WHAT IS EXPECTED — Print the listing exactly as it stands. Skip every picture.

DATASET RECORDS —
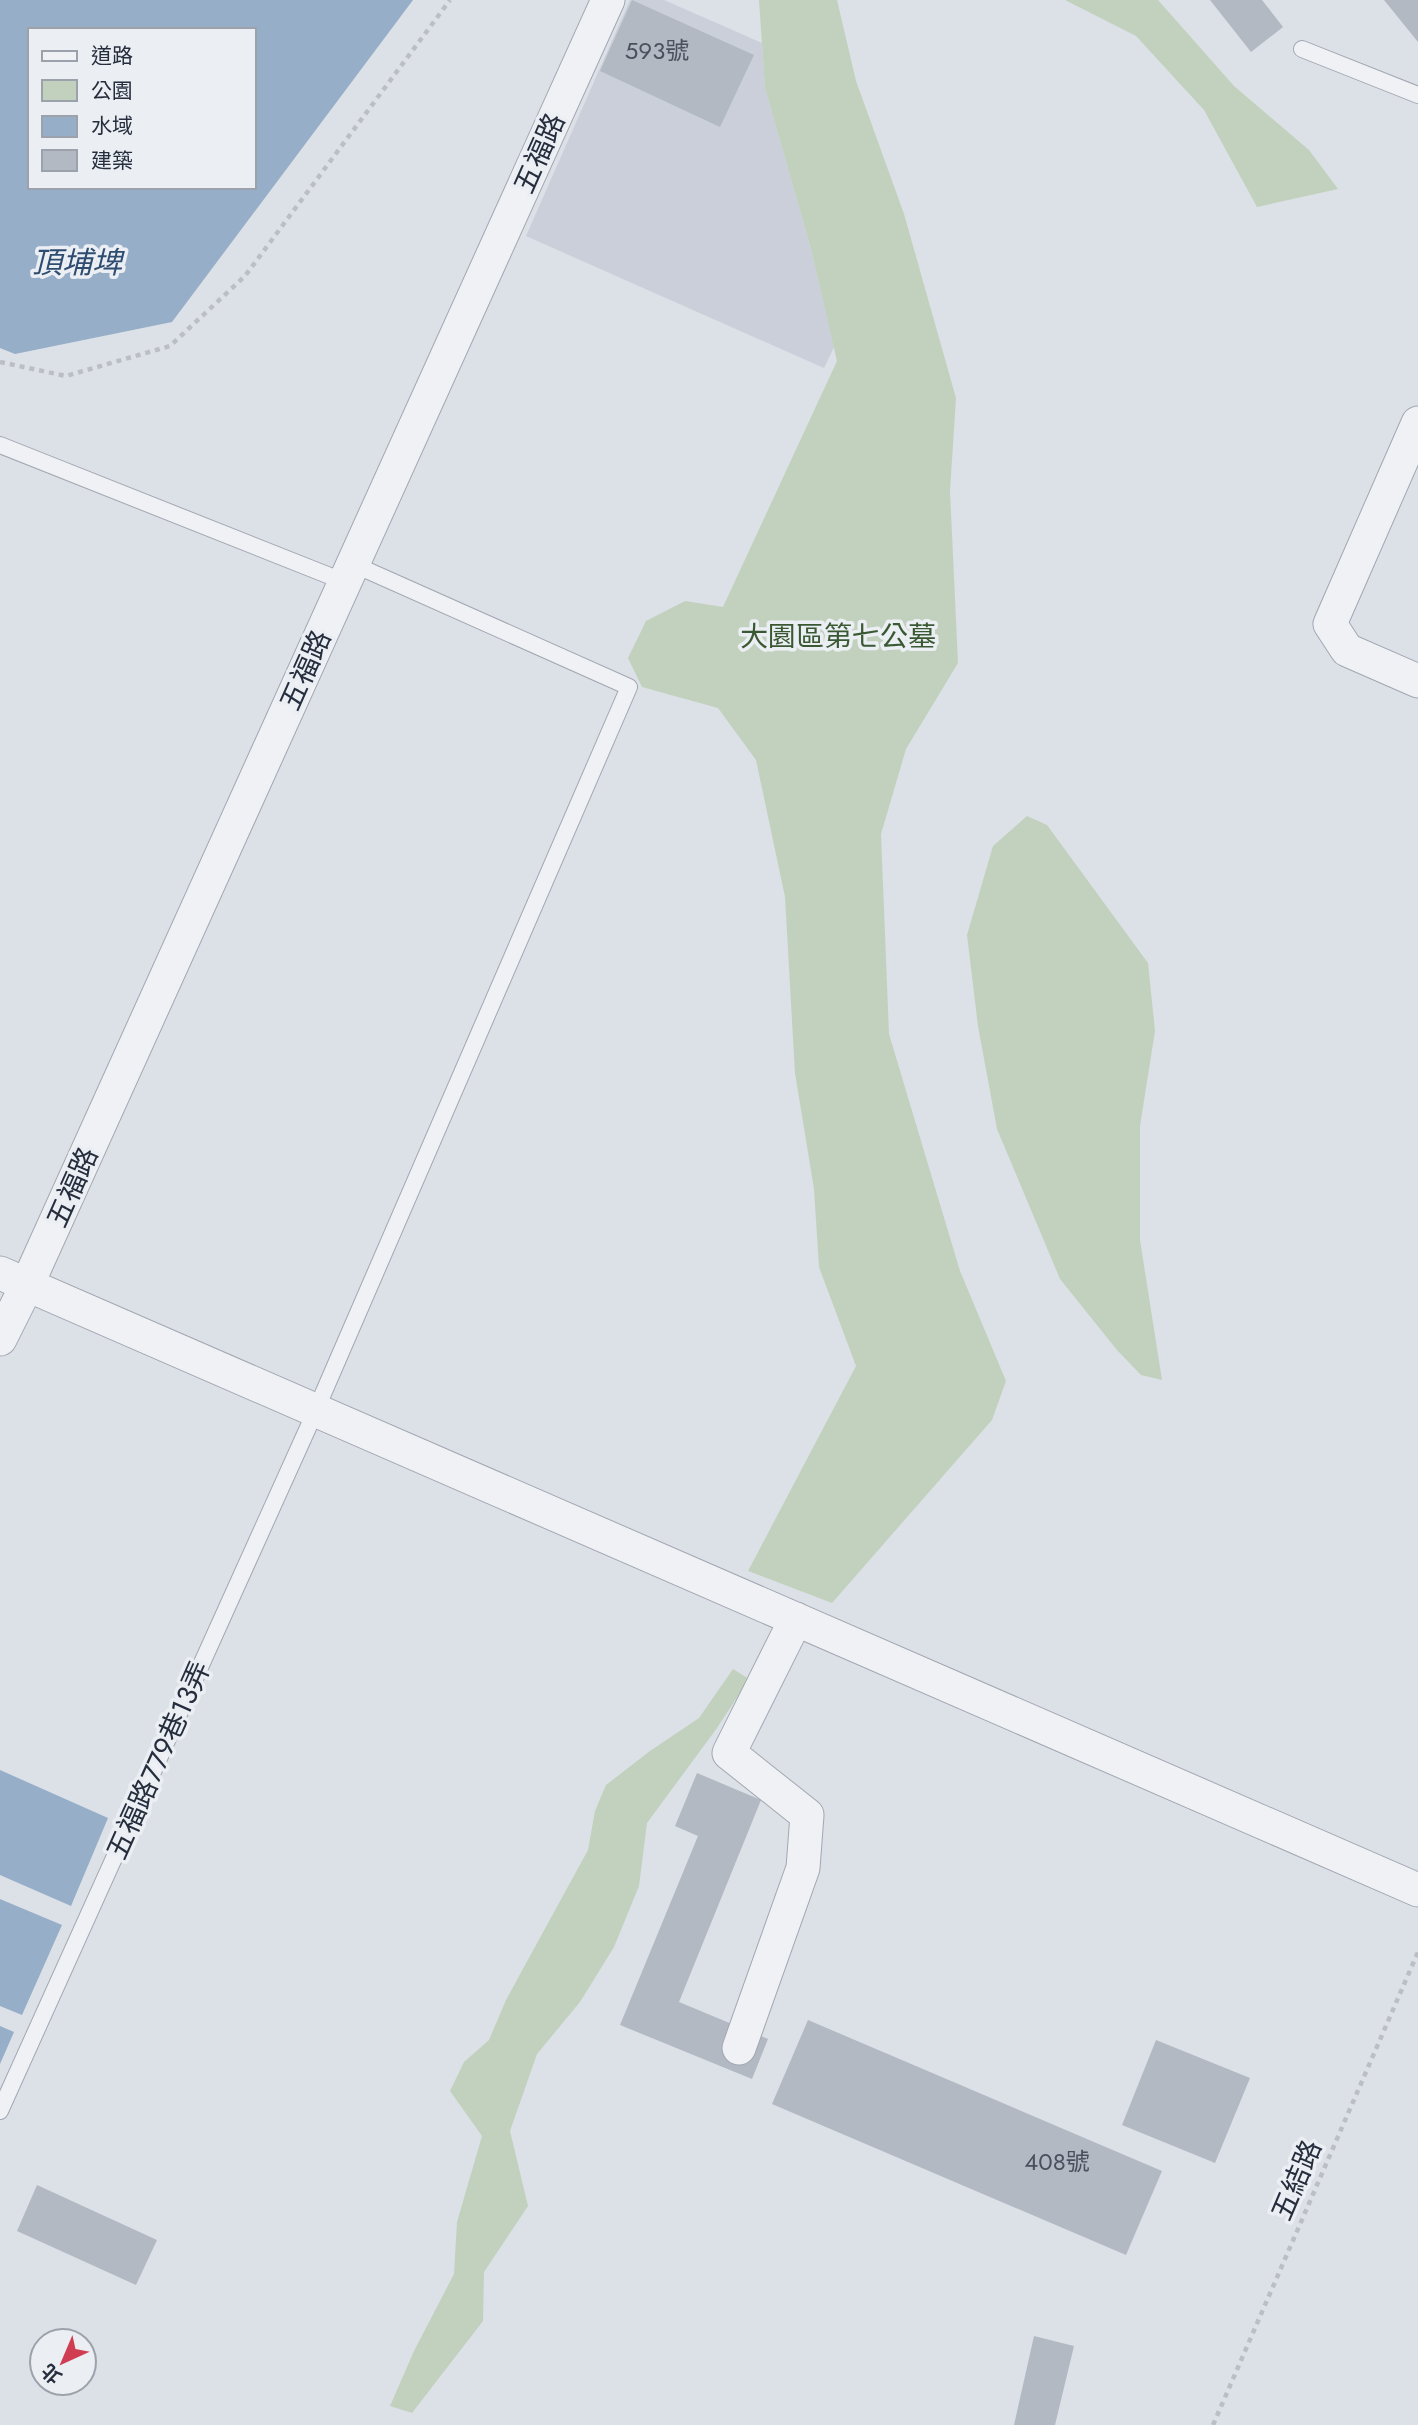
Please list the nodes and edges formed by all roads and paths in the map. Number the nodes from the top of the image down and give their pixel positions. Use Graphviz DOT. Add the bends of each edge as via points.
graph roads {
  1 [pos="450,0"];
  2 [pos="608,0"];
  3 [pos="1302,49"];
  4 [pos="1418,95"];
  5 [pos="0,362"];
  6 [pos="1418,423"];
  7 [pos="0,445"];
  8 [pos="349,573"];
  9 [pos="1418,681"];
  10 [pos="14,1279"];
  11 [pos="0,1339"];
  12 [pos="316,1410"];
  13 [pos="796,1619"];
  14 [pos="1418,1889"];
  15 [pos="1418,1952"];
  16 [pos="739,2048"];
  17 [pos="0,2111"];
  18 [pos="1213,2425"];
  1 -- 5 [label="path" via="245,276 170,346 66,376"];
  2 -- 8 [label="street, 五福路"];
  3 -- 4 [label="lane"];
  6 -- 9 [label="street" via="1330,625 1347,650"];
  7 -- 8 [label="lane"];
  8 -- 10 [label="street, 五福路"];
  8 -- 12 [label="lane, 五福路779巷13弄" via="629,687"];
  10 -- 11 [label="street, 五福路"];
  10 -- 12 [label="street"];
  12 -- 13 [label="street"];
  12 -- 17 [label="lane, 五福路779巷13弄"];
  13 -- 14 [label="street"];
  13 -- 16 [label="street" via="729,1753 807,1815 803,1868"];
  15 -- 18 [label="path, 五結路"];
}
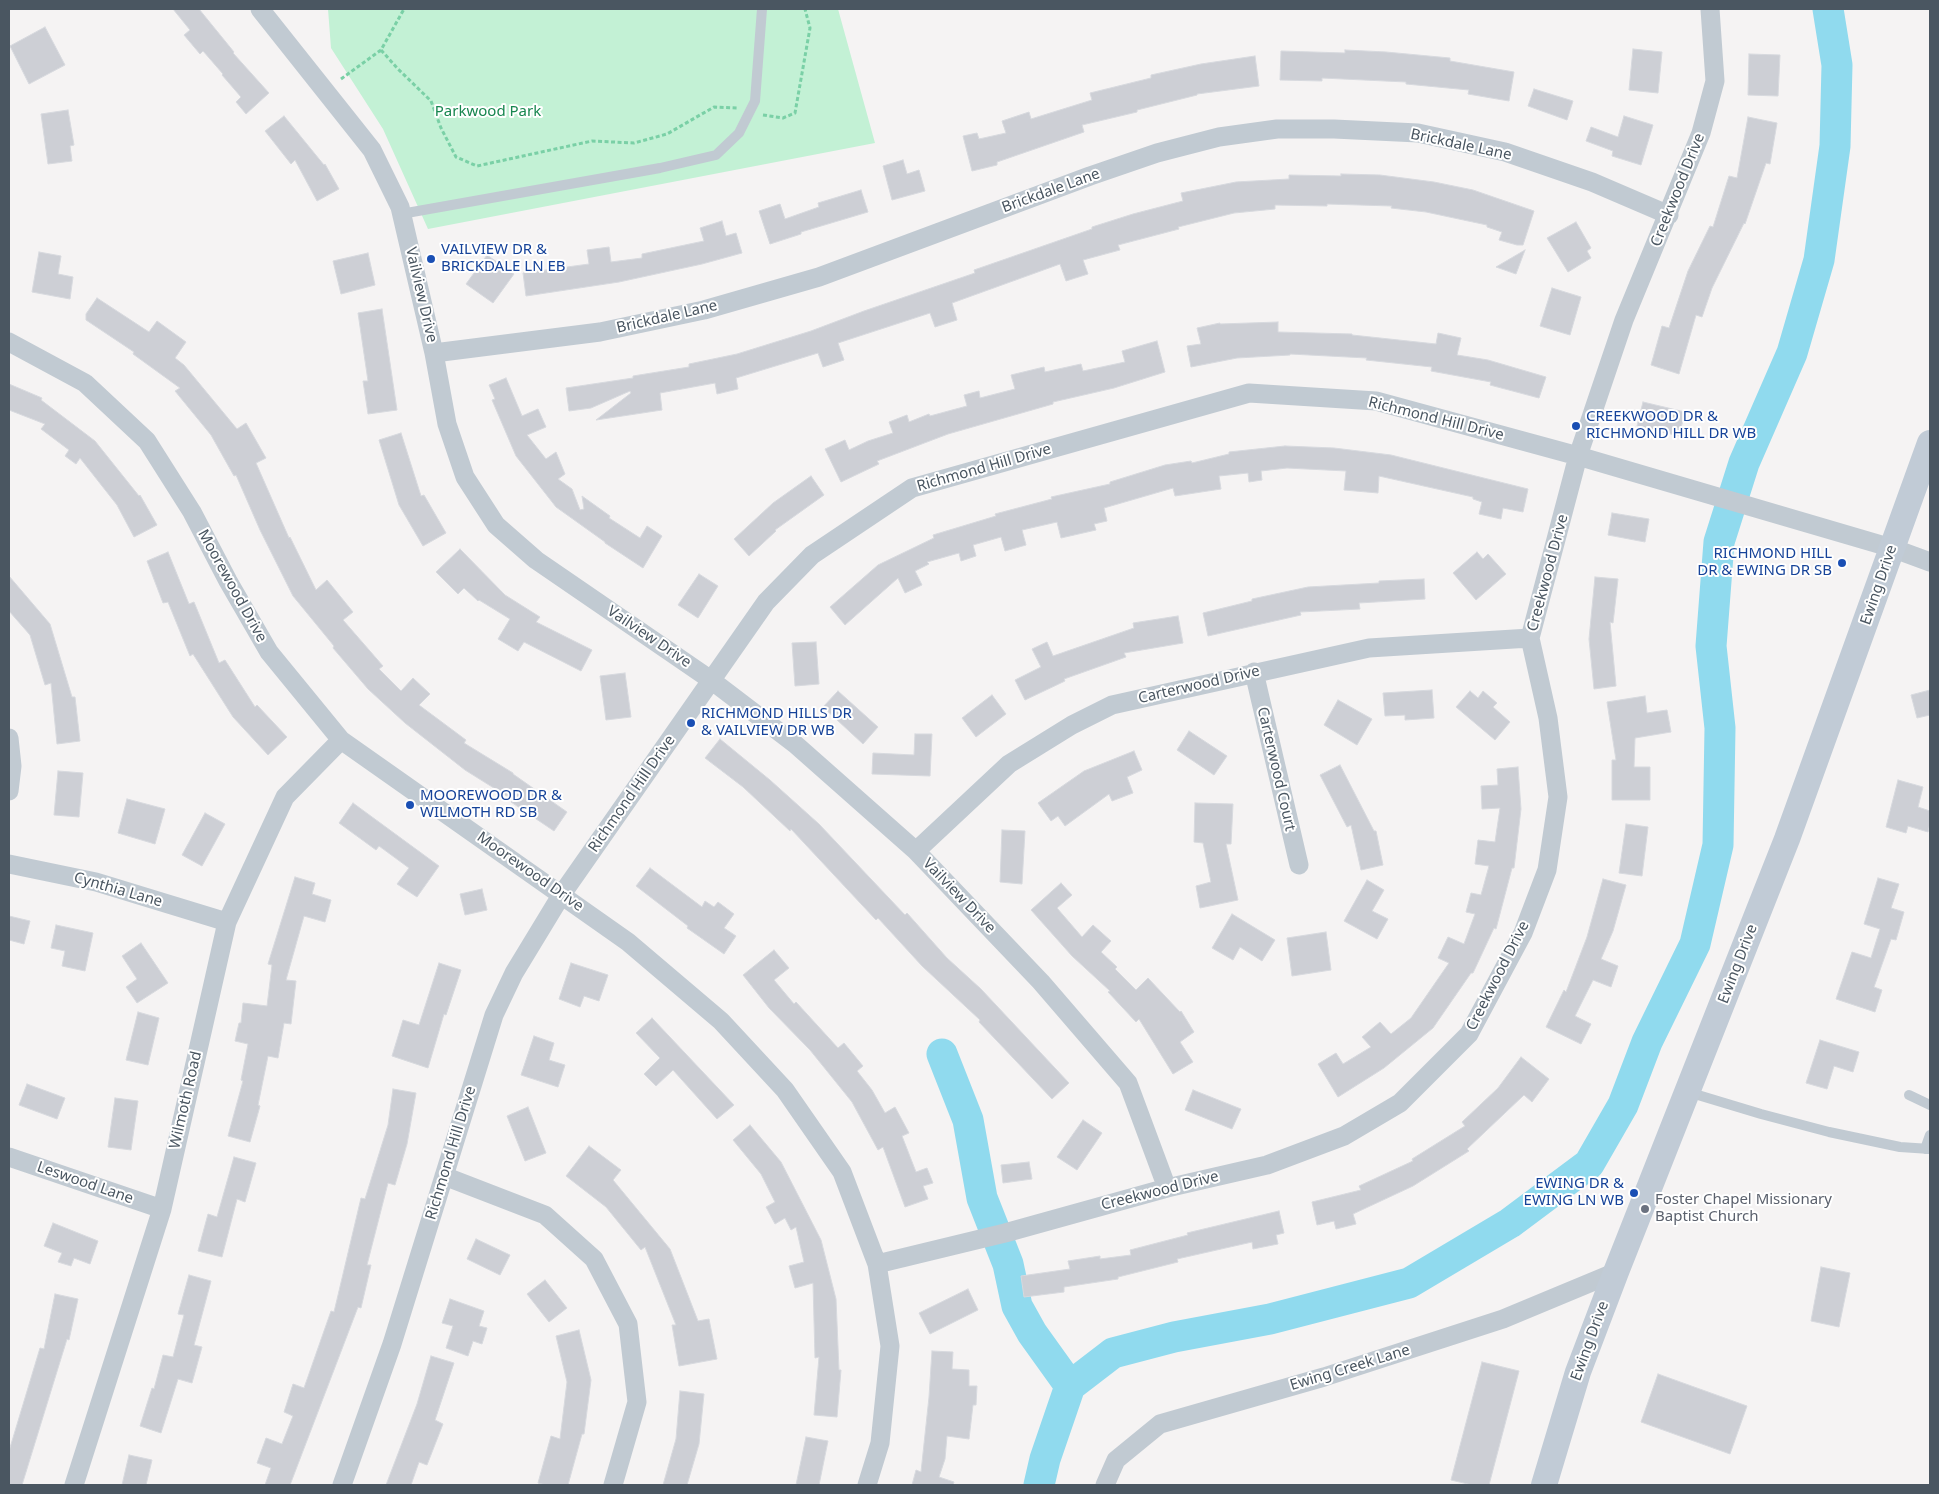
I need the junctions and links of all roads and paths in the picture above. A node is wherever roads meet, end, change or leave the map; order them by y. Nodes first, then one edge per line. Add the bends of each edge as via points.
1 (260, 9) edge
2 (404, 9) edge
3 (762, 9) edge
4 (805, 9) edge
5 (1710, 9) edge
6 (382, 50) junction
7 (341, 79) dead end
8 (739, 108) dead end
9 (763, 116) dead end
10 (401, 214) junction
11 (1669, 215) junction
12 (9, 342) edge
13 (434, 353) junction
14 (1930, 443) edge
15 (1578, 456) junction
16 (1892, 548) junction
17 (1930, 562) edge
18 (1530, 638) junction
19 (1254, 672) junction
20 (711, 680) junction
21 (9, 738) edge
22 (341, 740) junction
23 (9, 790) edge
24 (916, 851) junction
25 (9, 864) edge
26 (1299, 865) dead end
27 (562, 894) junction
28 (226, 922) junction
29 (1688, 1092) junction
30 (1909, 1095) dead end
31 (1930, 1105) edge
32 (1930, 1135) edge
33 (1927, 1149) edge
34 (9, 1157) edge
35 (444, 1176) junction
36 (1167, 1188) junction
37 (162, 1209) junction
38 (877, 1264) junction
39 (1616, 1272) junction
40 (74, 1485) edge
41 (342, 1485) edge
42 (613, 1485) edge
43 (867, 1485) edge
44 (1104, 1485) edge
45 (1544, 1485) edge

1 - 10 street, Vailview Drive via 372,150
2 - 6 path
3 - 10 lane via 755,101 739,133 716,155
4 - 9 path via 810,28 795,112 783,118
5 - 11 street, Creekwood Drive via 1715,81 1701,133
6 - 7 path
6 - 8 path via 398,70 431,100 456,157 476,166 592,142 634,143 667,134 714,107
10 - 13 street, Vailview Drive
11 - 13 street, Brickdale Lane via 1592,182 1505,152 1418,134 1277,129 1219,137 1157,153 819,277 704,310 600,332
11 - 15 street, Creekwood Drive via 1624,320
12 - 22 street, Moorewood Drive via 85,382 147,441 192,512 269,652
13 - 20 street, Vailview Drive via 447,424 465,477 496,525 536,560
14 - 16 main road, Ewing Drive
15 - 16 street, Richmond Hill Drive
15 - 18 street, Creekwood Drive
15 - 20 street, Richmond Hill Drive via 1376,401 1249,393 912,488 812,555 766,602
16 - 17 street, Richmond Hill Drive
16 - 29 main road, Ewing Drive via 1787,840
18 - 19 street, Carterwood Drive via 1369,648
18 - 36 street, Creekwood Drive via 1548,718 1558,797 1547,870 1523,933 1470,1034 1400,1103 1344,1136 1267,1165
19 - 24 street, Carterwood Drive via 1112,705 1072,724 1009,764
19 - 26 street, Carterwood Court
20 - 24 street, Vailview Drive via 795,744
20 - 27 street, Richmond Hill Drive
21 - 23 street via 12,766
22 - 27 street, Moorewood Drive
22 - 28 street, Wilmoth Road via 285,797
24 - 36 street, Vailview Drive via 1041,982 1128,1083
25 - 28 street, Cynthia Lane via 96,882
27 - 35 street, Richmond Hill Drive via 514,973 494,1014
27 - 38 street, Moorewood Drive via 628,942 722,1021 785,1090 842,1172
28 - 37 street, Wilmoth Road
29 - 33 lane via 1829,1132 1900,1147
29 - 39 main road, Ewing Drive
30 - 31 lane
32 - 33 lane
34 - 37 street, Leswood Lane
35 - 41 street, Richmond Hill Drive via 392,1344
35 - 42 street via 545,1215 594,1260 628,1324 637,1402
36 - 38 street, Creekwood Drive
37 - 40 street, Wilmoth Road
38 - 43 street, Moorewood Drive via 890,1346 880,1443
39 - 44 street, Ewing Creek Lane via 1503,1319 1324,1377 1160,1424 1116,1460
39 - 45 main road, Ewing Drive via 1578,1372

ANSWER TO THIS EXERCISE —
Please list the nodes and edges formed by all roads and paths in the map. Number the nodes from the top of the image down and give their pixel positions. Use Graphviz DOT. Add the bends of each edge as via points.
graph roads {
  1 [pos="450,0"];
  2 [pos="608,0"];
  3 [pos="1302,49"];
  4 [pos="1418,95"];
  5 [pos="0,362"];
  6 [pos="1418,423"];
  7 [pos="0,445"];
  8 [pos="349,573"];
  9 [pos="1418,681"];
  10 [pos="14,1279"];
  11 [pos="0,1339"];
  12 [pos="316,1410"];
  13 [pos="796,1619"];
  14 [pos="1418,1889"];
  15 [pos="1418,1952"];
  16 [pos="739,2048"];
  17 [pos="0,2111"];
  18 [pos="1213,2425"];
  1 -- 5 [label="path" via="245,276 170,346 66,376"];
  2 -- 8 [label="street, 五福路"];
  3 -- 4 [label="lane"];
  6 -- 9 [label="street" via="1330,625 1347,650"];
  7 -- 8 [label="lane"];
  8 -- 10 [label="street, 五福路"];
  8 -- 12 [label="lane, 五福路779巷13弄" via="629,687"];
  10 -- 11 [label="street, 五福路"];
  10 -- 12 [label="street"];
  12 -- 13 [label="street"];
  12 -- 17 [label="lane, 五福路779巷13弄"];
  13 -- 14 [label="street"];
  13 -- 16 [label="street" via="729,1753 807,1815 803,1868"];
  15 -- 18 [label="path, 五結路"];
}
I need the junctions and links of all roads and paths in the picture above. A node is wherever roads meet, end, change or leave the map; order them by y. Nodes first, then one edge per line. Add the bends of each edge as via points.
1 (260, 9) edge
2 (404, 9) edge
3 (762, 9) edge
4 (805, 9) edge
5 (1710, 9) edge
6 (382, 50) junction
7 (341, 79) dead end
8 (739, 108) dead end
9 (763, 116) dead end
10 (401, 214) junction
11 (1669, 215) junction
12 (9, 342) edge
13 (434, 353) junction
14 (1930, 443) edge
15 (1578, 456) junction
16 (1892, 548) junction
17 (1930, 562) edge
18 (1530, 638) junction
19 (1254, 672) junction
20 (711, 680) junction
21 (9, 738) edge
22 (341, 740) junction
23 (9, 790) edge
24 (916, 851) junction
25 (9, 864) edge
26 (1299, 865) dead end
27 (562, 894) junction
28 (226, 922) junction
29 (1688, 1092) junction
30 (1909, 1095) dead end
31 (1930, 1105) edge
32 (1930, 1135) edge
33 (1927, 1149) edge
34 (9, 1157) edge
35 (444, 1176) junction
36 (1167, 1188) junction
37 (162, 1209) junction
38 (877, 1264) junction
39 (1616, 1272) junction
40 (74, 1485) edge
41 (342, 1485) edge
42 (613, 1485) edge
43 (867, 1485) edge
44 (1104, 1485) edge
45 (1544, 1485) edge

1 - 10 street, Vailview Drive via 372,150
2 - 6 path
3 - 10 lane via 755,101 739,133 716,155
4 - 9 path via 810,28 795,112 783,118
5 - 11 street, Creekwood Drive via 1715,81 1701,133
6 - 7 path
6 - 8 path via 398,70 431,100 456,157 476,166 592,142 634,143 667,134 714,107
10 - 13 street, Vailview Drive
11 - 13 street, Brickdale Lane via 1592,182 1505,152 1418,134 1277,129 1219,137 1157,153 819,277 704,310 600,332
11 - 15 street, Creekwood Drive via 1624,320
12 - 22 street, Moorewood Drive via 85,382 147,441 192,512 269,652
13 - 20 street, Vailview Drive via 447,424 465,477 496,525 536,560
14 - 16 main road, Ewing Drive
15 - 16 street, Richmond Hill Drive
15 - 18 street, Creekwood Drive
15 - 20 street, Richmond Hill Drive via 1376,401 1249,393 912,488 812,555 766,602
16 - 17 street, Richmond Hill Drive
16 - 29 main road, Ewing Drive via 1787,840
18 - 19 street, Carterwood Drive via 1369,648
18 - 36 street, Creekwood Drive via 1548,718 1558,797 1547,870 1523,933 1470,1034 1400,1103 1344,1136 1267,1165
19 - 24 street, Carterwood Drive via 1112,705 1072,724 1009,764
19 - 26 street, Carterwood Court
20 - 24 street, Vailview Drive via 795,744
20 - 27 street, Richmond Hill Drive
21 - 23 street via 12,766
22 - 27 street, Moorewood Drive
22 - 28 street, Wilmoth Road via 285,797
24 - 36 street, Vailview Drive via 1041,982 1128,1083
25 - 28 street, Cynthia Lane via 96,882
27 - 35 street, Richmond Hill Drive via 514,973 494,1014
27 - 38 street, Moorewood Drive via 628,942 722,1021 785,1090 842,1172
28 - 37 street, Wilmoth Road
29 - 33 lane via 1829,1132 1900,1147
29 - 39 main road, Ewing Drive
30 - 31 lane
32 - 33 lane
34 - 37 street, Leswood Lane
35 - 41 street, Richmond Hill Drive via 392,1344
35 - 42 street via 545,1215 594,1260 628,1324 637,1402
36 - 38 street, Creekwood Drive
37 - 40 street, Wilmoth Road
38 - 43 street, Moorewood Drive via 890,1346 880,1443
39 - 44 street, Ewing Creek Lane via 1503,1319 1324,1377 1160,1424 1116,1460
39 - 45 main road, Ewing Drive via 1578,1372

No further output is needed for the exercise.